When it comes to healthcare policy, people don’t care about the API, they care about the GUI. In English, that means if the end product isn’t liked, it doesn’t matter if the wonky details are nerdvana. Or as we often say around here, people have to like this crap.
So, Sen. Bernie Sanders released a healthcare proposal. I’m going to go Full Metal Slatepitch and argue that not including the funding mechanism is smart–and remember that the pundits who are saying it’s a flaw completely whiffed on the 2016 election. These are the same august solons who fail to realize that Democrats can now say, “Republicans want to give the rich a tax cut, we want to make sure you will never lose your healthcare.” That’s not bad. And the upside of Republican willingness to demonize Democrats no matter what they do, means they might as well propose something good. So, when you hear all the wonky criticism, remember what a relative in the newspaper bidness used to say, “Consider the source.”
Anyway… First, it’s important to lay out what a good healthcare system would look like. Think about all of the previous healthcare discussions: they never started from the premise of “what healthcare services do people need?” Not “what insurance mechanism could work”, which is about how can we help people buy into a mediocre, overpriced system. Second, most voters don’t care about the mechanisms; they just want a system that’s affordable, available regardless of employment status, and easy to use. That’s what people think of when they say “single-payer.” As some asshole with a blog put it ten years ago about incremental healthcare plans:
What I’ve never understood about the entire healthcare debate is the need to invent completely new plans. My take on this is ultimately pragmatic: find a system that provides universal coverage and good healthcare and institute it. Much of Europe–including the dreaded French–have very good healthcare. Translate the damn documentation, slap a big ol’ U.S. of A. flag on it, and you have some healthcare. If other countries can do that, it’s not impossible, or even impractical.
Then DeLong, realizing that his program won’t be passed, veers in the other direction by supporting the Democratic candidates’ programs because they would be better than what currently exists (which is probably correct). But, at this stage, I still don’t understand why Democratic candidates feel the need to develop complex plans (any plan would be complex) that wouldn’t be as good as some of the EU plans. There’s no international copyright on government programs, and if you’re going to go through all of the legislative trouble anyway, why not use a better plan?

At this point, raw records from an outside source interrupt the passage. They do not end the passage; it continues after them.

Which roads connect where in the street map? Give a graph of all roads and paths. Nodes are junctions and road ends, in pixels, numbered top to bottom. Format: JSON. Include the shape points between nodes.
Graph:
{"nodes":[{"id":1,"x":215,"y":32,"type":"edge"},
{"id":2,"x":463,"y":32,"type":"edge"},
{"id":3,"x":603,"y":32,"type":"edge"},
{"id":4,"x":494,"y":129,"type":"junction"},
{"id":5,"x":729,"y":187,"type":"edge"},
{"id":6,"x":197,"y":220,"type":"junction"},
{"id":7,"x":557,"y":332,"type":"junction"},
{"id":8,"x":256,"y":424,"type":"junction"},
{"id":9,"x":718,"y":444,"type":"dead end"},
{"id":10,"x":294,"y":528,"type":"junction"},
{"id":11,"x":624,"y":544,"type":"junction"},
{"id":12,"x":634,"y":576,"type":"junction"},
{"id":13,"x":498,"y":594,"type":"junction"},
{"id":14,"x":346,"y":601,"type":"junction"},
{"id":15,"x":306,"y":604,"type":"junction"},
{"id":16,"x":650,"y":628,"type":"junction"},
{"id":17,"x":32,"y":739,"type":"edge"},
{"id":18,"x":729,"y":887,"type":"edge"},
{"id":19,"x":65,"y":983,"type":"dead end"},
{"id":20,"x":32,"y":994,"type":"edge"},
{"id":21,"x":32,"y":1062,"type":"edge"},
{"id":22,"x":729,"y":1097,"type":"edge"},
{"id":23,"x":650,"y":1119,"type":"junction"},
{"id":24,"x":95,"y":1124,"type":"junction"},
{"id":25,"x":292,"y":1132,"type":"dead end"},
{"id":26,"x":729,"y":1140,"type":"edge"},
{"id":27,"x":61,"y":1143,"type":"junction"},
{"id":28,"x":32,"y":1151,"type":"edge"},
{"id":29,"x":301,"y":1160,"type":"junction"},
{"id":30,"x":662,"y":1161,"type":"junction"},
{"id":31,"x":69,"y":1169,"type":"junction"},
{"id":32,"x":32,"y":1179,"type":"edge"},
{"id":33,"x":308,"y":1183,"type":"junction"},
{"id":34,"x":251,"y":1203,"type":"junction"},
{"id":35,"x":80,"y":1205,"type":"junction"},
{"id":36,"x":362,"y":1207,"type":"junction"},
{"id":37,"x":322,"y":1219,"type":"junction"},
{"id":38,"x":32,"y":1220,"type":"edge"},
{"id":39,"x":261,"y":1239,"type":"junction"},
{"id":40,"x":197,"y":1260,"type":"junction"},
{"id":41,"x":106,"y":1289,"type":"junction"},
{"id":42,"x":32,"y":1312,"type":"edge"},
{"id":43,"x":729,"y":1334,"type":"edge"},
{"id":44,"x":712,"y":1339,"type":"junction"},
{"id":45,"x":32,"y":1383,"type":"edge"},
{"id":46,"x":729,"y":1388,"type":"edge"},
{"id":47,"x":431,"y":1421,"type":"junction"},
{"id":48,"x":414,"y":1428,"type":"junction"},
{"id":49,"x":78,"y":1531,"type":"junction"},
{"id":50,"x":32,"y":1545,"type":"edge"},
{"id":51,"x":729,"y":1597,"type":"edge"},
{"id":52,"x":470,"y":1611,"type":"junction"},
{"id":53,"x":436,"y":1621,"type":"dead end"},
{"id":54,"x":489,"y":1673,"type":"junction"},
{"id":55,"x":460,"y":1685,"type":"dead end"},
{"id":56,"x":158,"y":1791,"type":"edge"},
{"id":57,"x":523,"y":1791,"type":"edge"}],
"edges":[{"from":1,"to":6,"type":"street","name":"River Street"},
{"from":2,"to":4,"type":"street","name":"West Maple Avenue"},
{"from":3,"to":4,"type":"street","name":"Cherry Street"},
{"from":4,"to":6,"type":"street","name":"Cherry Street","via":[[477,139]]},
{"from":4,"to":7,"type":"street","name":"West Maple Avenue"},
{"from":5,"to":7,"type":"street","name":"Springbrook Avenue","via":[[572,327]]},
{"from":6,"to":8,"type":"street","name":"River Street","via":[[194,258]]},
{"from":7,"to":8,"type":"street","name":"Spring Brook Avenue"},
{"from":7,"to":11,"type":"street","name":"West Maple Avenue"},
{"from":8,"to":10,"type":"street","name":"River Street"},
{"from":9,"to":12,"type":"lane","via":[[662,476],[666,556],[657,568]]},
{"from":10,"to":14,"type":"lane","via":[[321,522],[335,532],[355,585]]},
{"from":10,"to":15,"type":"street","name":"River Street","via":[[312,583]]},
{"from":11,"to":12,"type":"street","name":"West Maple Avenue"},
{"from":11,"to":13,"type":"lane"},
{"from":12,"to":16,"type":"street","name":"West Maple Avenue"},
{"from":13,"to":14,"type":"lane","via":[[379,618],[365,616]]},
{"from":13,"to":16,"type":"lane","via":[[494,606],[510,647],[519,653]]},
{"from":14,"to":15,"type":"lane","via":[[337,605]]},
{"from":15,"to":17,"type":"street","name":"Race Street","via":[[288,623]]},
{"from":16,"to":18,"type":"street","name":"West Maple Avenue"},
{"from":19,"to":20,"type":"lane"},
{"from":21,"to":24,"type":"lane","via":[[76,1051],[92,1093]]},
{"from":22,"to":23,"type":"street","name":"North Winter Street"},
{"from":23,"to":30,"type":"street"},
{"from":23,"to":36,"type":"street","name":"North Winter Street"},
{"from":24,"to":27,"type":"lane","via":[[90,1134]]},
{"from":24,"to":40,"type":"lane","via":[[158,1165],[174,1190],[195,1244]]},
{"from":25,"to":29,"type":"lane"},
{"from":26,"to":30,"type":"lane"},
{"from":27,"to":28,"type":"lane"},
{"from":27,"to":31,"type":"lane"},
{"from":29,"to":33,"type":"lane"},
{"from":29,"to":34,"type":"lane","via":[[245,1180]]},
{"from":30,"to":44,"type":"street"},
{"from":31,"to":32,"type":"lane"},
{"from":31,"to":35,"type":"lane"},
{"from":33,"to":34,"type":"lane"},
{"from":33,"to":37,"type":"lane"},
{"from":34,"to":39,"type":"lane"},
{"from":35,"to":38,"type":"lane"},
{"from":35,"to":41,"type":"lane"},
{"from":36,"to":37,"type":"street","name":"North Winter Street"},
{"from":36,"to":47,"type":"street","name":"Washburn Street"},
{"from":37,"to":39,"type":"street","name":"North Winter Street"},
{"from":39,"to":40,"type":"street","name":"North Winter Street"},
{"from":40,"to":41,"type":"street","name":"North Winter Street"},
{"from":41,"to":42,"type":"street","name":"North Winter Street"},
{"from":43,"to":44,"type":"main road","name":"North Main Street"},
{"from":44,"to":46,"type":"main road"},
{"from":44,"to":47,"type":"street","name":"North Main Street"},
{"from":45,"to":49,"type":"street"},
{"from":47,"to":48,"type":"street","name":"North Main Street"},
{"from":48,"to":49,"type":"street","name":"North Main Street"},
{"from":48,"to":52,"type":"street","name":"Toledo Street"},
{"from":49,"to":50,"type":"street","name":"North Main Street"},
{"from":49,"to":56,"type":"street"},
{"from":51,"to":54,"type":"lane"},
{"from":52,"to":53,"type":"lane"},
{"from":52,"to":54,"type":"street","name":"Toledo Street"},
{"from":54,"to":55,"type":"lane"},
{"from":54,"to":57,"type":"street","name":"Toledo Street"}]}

So I’m not ideologically wedded to single-payer, though it seems like a good starting point–and at least the single payer advocates are stepping up with specific outcomes rather than chanting healthcare insurance policy-related phrases like they’re performing an exorcism to cast out democratic socialist spirits (“The Dutch System. The French System. Socialist Demons Begone!”). From a public health perspective, single payer has the advantage of being able to more easily track what is happening to patients (e.g., antimicrobial resistance surveillance) because it is a single system. The key thing is that it should have a good healthcare system–and we need to define what that means. Third, I don’t think single-payer is the political death knell many pundits make it out to be, especially in Michigan and Wisconsin–where people are close to Canada and are aware of what the Canadian healthcare system actually does. Former Montana Senator Max Baucus–not exactly a liberal, by a long-shot–made this very point.
And if you’re a pundit who is saying, well, “what about problem X?”, let’s revisit that topic:
Single-payer advocates, the hardcore socialists aside, want what other countries have: portable, affordable healthcare that is easy to use (and gain access to in the first place) and that isn’t contingent on your job. Personally, I don’t care if it’s a hybrid system or more like Medicaid-for-all (that’s not a typo), or flat-out Canadian-style healthcare (AAAIIIEEE!!!!). But such a system, whatever the details are, is not like trying to make cold fusion work or going to Mars. Other countries have already done this, so this is not impossible, by a long shot.
By the way, the Budget Control Act, which enforces artificial austerity, expires in 2021. Wonks should know that.
These problems can be solved. It’s not like going to Mars at all, just to any number of other countries.